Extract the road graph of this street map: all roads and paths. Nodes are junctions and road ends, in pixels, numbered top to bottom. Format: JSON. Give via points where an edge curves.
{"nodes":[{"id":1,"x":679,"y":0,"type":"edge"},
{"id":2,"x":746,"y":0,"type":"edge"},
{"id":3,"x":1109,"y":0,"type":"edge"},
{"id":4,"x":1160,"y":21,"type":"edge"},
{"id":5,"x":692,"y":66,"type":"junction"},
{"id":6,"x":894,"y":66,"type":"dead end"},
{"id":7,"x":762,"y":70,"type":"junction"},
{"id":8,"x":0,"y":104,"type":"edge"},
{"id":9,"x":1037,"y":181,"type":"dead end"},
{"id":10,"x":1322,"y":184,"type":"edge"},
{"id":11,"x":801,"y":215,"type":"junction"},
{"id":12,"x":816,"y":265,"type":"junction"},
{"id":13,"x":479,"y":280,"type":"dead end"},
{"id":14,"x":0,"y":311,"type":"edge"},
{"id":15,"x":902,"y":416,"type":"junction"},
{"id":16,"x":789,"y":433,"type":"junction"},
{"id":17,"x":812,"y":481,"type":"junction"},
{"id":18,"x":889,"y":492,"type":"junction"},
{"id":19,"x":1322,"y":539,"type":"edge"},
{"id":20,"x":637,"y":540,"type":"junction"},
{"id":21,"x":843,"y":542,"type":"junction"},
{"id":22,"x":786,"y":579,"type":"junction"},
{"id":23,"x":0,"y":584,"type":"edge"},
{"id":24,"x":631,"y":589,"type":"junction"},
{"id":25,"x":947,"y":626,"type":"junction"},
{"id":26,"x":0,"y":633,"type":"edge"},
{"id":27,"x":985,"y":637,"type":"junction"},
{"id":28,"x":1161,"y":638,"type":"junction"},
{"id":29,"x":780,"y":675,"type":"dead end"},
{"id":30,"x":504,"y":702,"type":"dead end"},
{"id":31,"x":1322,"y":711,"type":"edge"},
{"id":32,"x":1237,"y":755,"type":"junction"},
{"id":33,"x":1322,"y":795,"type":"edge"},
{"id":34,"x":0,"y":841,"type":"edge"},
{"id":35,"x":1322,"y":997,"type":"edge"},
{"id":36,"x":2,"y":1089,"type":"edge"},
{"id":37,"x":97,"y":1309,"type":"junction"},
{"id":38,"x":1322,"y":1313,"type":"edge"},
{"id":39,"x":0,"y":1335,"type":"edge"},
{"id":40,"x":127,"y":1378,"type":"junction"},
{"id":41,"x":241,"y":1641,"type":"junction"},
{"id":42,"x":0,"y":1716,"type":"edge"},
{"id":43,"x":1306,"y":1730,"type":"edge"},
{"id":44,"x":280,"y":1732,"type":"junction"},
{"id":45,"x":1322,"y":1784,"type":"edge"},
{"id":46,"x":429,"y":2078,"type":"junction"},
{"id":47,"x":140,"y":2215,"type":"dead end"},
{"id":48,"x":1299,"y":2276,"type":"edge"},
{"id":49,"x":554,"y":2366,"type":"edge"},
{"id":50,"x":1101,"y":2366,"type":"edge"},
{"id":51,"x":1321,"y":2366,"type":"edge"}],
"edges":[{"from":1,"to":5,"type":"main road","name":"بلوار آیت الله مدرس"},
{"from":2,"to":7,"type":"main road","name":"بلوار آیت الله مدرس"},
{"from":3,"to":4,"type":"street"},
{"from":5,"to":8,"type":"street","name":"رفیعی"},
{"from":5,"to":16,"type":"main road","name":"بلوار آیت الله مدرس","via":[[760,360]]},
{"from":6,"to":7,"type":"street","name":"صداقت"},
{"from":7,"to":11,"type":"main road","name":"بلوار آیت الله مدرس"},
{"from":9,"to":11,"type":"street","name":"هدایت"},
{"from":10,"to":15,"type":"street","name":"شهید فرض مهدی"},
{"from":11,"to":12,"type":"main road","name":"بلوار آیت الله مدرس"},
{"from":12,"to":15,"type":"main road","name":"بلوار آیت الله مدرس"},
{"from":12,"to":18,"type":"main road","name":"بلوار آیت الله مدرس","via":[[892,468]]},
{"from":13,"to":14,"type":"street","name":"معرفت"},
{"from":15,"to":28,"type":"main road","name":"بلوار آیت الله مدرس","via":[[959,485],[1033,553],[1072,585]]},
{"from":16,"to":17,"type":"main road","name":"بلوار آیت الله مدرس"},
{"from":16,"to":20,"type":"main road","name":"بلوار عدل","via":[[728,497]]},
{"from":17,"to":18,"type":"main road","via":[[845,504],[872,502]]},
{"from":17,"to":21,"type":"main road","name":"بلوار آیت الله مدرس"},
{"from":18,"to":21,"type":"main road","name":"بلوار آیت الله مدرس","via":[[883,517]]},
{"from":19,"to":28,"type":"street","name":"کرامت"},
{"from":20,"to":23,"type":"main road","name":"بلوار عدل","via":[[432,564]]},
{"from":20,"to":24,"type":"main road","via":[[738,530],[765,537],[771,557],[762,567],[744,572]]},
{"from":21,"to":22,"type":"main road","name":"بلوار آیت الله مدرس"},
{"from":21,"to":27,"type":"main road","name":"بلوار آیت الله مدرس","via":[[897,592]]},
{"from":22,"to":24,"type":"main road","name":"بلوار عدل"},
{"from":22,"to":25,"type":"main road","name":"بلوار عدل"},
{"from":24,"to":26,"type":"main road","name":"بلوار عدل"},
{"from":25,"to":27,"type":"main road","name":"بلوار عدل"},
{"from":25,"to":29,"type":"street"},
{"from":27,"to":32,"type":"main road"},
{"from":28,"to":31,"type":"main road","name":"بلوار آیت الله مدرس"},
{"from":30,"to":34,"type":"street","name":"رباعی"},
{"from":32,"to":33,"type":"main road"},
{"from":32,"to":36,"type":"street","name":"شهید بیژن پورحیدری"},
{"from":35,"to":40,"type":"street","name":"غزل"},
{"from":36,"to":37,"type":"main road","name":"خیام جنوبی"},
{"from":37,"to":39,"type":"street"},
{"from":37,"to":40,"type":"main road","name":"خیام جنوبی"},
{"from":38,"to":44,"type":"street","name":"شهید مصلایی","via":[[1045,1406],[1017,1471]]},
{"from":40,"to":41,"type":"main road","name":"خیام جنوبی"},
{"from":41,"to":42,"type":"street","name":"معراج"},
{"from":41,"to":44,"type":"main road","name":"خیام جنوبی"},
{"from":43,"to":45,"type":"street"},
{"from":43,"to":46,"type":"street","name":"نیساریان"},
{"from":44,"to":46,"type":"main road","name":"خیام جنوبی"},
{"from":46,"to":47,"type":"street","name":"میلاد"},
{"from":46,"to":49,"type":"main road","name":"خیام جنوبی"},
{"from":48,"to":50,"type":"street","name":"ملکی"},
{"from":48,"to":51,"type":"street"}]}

● ● ●

> [TASK TO COMPLETE]: Among the lines above, find those containing the word "جنوبی" and copy each.

> [SOLUTION FOR THIS PROBLEM]:
{"from":36,"to":37,"type":"main road","name":"خیام جنوبی"},
{"from":37,"to":40,"type":"main road","name":"خیام جنوبی"},
{"from":40,"to":41,"type":"main road","name":"خیام جنوبی"},
{"from":41,"to":44,"type":"main road","name":"خیام جنوبی"},
{"from":44,"to":46,"type":"main road","name":"خیام جنوبی"},
{"from":46,"to":49,"type":"main road","name":"خیام جنوبی"},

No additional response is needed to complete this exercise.